Task description: Extract all lines from the data beneath that include the word "Blare".

Dataset records:

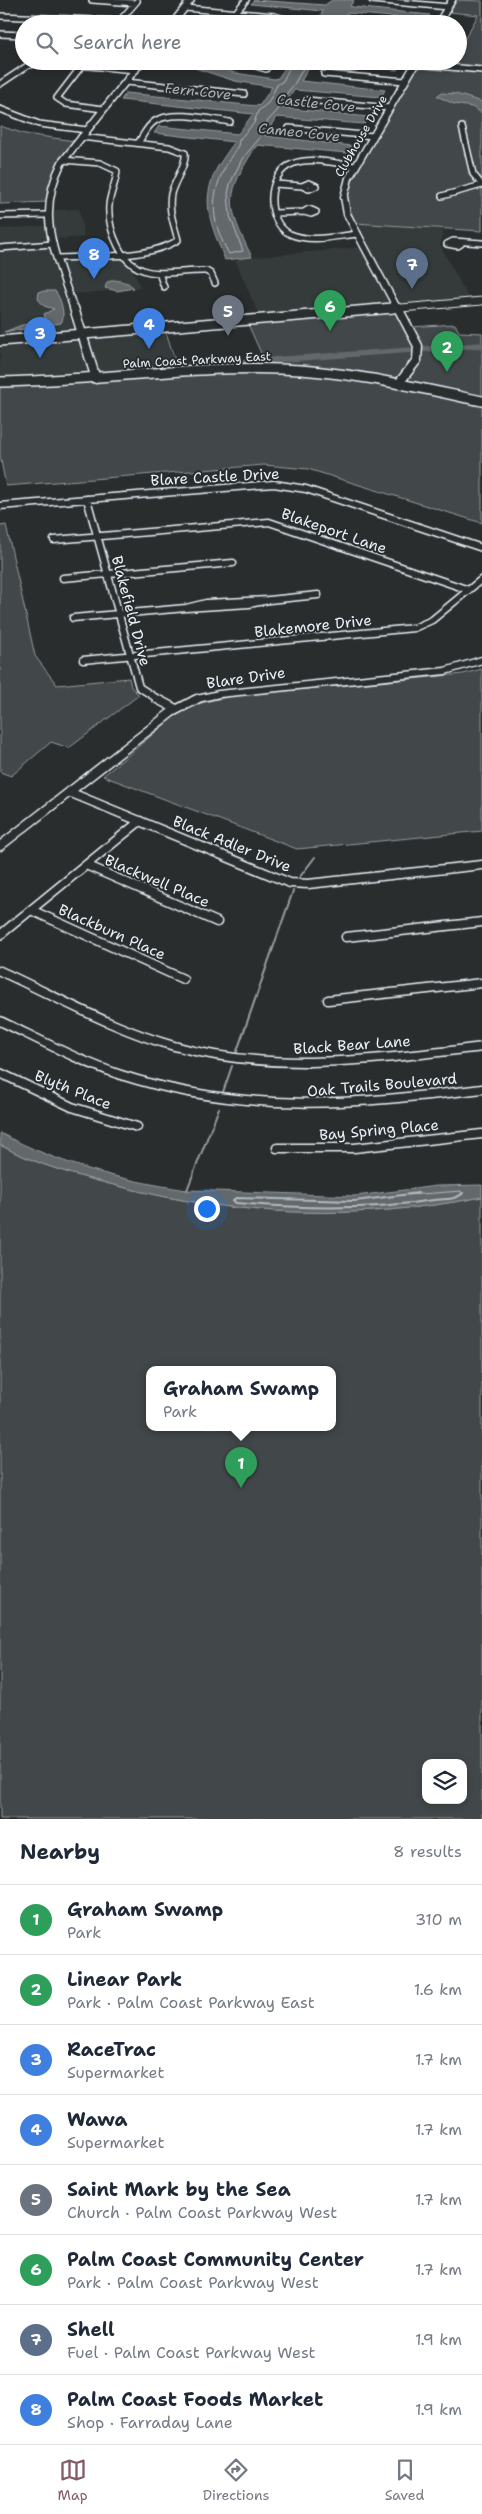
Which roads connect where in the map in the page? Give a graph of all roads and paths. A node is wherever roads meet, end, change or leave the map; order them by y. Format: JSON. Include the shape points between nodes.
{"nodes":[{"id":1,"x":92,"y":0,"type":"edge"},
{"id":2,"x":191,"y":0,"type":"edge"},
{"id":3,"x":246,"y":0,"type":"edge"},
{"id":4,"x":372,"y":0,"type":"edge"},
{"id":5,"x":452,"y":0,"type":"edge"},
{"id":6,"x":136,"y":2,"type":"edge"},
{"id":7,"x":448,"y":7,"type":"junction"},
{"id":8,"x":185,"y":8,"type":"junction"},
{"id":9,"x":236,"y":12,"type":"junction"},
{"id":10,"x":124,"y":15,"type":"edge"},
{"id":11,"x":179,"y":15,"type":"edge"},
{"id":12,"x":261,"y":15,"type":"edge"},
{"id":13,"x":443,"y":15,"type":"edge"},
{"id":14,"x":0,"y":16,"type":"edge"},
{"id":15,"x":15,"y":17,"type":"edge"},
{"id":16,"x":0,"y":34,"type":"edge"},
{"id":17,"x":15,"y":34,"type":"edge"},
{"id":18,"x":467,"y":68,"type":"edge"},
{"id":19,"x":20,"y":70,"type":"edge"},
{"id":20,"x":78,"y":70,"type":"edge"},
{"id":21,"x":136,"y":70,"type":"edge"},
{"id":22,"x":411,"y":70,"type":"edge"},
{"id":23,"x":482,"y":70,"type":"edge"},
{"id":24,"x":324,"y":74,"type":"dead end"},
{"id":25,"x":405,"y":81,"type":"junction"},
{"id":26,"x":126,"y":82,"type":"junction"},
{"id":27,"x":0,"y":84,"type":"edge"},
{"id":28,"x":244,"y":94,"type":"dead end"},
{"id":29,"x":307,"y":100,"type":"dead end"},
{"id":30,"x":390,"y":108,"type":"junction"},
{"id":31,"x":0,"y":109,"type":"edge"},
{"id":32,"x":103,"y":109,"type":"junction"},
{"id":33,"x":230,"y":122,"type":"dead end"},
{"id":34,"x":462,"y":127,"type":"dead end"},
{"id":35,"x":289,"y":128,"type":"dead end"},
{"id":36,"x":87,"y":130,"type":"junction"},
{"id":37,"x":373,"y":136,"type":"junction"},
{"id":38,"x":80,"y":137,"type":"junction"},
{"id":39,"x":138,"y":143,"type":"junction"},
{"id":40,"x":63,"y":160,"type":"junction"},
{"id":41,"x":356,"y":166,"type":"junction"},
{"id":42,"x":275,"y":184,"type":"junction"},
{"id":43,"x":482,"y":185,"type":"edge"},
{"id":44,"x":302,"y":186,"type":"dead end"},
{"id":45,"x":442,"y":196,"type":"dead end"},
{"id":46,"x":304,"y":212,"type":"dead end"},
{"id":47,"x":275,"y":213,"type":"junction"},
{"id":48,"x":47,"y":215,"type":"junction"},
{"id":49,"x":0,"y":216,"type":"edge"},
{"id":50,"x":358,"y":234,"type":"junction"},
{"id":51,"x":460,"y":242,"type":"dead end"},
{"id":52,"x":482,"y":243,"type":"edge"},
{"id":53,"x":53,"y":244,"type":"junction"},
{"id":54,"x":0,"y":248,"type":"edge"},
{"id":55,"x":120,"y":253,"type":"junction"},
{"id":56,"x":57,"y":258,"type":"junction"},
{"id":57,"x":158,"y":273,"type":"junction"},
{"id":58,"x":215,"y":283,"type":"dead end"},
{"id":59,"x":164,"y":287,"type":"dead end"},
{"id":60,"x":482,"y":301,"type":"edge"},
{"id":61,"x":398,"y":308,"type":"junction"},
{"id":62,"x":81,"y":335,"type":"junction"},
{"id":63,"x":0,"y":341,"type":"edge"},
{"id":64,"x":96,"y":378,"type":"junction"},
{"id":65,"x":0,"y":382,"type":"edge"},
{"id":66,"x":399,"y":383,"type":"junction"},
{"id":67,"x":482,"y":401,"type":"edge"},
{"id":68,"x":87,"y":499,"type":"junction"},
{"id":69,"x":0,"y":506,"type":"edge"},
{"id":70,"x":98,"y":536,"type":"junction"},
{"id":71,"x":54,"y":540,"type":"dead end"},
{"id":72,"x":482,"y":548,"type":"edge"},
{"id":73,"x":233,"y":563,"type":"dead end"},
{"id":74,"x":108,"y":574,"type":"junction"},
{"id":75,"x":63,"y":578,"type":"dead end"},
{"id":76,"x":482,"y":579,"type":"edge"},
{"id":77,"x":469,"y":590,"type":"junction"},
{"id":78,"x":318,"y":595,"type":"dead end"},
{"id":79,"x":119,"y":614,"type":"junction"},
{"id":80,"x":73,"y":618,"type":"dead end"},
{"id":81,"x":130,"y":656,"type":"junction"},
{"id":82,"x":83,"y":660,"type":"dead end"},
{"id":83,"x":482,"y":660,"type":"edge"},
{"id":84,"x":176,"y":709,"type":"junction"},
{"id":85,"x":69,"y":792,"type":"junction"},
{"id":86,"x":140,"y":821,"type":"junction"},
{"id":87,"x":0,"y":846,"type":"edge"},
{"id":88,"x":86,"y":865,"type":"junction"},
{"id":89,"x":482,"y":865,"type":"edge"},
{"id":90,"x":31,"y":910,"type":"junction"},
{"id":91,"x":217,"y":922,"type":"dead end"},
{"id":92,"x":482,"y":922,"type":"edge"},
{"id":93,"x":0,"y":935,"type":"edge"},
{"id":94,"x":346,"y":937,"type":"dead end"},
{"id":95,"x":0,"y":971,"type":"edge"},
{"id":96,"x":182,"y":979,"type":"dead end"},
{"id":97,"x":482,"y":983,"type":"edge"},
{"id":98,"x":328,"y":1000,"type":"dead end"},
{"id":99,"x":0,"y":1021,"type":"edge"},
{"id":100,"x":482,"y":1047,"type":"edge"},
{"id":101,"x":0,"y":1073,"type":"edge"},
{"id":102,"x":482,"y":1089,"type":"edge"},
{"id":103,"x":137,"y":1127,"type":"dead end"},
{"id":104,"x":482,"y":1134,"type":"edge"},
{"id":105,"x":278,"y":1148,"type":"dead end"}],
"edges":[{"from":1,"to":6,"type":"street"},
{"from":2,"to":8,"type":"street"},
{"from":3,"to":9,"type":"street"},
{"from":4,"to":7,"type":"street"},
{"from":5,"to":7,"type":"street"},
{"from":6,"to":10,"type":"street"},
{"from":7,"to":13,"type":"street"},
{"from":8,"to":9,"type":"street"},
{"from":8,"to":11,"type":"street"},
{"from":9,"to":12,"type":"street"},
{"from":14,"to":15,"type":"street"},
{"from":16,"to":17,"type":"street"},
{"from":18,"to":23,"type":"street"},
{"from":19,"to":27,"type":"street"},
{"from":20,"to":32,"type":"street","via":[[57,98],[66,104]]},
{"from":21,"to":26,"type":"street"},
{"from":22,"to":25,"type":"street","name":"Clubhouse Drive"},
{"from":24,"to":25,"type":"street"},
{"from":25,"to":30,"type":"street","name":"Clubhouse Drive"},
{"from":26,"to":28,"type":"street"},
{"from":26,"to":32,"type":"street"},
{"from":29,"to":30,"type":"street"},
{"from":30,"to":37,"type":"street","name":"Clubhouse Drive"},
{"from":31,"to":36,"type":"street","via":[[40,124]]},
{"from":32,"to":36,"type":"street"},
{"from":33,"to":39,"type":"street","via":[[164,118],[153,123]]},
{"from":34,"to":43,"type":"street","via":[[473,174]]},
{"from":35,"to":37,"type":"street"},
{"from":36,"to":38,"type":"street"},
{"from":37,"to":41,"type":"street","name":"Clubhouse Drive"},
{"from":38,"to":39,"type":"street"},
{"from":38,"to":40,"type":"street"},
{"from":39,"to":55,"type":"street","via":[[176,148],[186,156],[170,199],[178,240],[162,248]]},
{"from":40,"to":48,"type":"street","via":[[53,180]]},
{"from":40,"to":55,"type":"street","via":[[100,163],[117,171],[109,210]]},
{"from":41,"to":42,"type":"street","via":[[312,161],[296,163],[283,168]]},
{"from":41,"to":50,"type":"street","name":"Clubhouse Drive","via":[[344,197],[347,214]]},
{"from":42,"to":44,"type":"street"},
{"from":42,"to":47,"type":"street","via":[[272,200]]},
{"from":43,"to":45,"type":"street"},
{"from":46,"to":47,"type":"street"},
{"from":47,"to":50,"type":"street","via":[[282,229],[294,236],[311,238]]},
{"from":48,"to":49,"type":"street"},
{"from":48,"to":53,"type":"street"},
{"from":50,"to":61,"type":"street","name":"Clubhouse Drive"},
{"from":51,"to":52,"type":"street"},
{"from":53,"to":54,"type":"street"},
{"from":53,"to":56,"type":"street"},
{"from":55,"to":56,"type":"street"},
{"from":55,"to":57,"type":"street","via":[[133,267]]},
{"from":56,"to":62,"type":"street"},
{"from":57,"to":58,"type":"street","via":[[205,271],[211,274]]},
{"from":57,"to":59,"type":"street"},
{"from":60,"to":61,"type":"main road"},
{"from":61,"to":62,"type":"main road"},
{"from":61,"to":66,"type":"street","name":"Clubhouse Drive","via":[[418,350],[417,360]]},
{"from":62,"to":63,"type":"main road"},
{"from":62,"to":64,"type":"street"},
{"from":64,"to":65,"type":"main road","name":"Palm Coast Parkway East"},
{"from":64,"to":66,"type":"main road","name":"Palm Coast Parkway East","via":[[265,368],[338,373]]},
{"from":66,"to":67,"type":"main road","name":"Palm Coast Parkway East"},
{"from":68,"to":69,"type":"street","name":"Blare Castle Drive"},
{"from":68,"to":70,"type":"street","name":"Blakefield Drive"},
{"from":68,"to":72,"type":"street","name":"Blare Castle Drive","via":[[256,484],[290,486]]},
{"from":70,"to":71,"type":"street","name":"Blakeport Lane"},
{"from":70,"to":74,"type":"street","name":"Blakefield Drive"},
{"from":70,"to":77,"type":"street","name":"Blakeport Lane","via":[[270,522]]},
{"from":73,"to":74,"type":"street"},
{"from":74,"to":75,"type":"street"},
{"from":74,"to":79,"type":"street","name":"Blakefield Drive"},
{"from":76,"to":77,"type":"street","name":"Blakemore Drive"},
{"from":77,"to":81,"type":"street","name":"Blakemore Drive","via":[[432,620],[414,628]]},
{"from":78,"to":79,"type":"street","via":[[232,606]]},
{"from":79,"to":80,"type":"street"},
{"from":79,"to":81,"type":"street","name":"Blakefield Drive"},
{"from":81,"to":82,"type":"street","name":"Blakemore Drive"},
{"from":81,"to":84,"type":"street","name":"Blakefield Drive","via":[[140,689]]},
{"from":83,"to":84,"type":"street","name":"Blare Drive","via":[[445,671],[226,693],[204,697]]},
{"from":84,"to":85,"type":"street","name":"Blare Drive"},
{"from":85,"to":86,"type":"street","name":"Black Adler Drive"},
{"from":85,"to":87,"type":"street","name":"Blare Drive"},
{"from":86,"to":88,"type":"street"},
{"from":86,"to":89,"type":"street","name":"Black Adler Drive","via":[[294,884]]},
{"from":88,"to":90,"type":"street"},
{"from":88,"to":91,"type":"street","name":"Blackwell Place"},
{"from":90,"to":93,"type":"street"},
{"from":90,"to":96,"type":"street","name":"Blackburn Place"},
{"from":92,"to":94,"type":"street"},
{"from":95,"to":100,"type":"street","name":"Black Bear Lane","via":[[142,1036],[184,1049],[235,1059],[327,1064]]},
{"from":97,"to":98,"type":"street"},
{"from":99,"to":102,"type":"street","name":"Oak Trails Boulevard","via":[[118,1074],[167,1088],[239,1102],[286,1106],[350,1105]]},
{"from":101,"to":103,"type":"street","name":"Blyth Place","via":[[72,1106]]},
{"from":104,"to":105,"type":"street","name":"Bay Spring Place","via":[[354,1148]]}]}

Result:
{"from":68,"to":69,"type":"street","name":"Blare Castle Drive"},
{"from":68,"to":72,"type":"street","name":"Blare Castle Drive","via":[[256,484],[290,486]]},
{"from":83,"to":84,"type":"street","name":"Blare Drive","via":[[445,671],[226,693],[204,697]]},
{"from":84,"to":85,"type":"street","name":"Blare Drive"},
{"from":85,"to":87,"type":"street","name":"Blare Drive"},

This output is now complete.